Reproduce the data exactly as it stands.

*** DATA EXCERPTS Section Begins ***

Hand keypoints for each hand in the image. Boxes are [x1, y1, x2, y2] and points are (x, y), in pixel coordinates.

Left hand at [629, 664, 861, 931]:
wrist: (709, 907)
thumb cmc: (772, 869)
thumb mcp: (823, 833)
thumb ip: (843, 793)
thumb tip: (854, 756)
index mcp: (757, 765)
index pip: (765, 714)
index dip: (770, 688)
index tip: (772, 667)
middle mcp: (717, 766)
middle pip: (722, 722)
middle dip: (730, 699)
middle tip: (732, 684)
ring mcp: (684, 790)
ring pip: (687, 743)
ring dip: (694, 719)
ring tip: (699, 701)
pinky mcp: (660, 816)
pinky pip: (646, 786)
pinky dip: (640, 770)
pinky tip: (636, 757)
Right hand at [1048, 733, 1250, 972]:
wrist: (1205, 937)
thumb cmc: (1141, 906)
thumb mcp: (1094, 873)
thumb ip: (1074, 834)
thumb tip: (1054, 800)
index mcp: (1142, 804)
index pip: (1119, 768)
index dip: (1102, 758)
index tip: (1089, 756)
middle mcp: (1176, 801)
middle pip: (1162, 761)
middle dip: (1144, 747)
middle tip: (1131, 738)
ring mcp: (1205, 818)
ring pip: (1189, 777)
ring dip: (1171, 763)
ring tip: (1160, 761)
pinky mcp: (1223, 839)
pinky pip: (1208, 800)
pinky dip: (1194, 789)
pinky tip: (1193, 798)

*** DATA EXCERPTS Section Ends ***

## RESPONSE AREA
Hand keypoints for each hand in the image. Boxes are [x1, y1, x2, y2] and points are (x, y), in pixel coordinates.

Left hand at [629, 664, 861, 931]:
wrist: (709, 907)
thumb cmc: (772, 869)
thumb mcp: (823, 833)
thumb ip: (843, 793)
thumb tip: (854, 756)
index mcp: (757, 765)
index pip: (765, 714)
index dip: (770, 688)
index tip: (772, 667)
middle mcp: (717, 766)
middle pip: (722, 722)
middle dip: (730, 699)
middle tip: (732, 684)
ring mcp: (684, 790)
ring pip: (687, 743)
ring dip: (694, 719)
ring tip: (699, 701)
pinky mcp: (660, 816)
pinky pip: (646, 786)
pinky dip: (640, 770)
pinky tip: (636, 757)
Right hand at [1048, 733, 1250, 972]:
wrist: (1205, 937)
thumb cmc: (1141, 906)
thumb mcp: (1094, 873)
thumb ip: (1074, 834)
thumb tip: (1054, 800)
index mcp: (1142, 804)
index pip: (1119, 768)
index dip: (1102, 758)
index tip: (1089, 756)
middle mcp: (1176, 801)
middle pip: (1162, 761)
middle dip: (1144, 747)
middle tip: (1131, 738)
ring mcp: (1205, 818)
ring pip: (1189, 777)
ring dip: (1171, 763)
ring tip: (1160, 761)
pinky mcp: (1223, 839)
pinky pip: (1208, 800)
pinky dip: (1194, 789)
pinky tip: (1193, 798)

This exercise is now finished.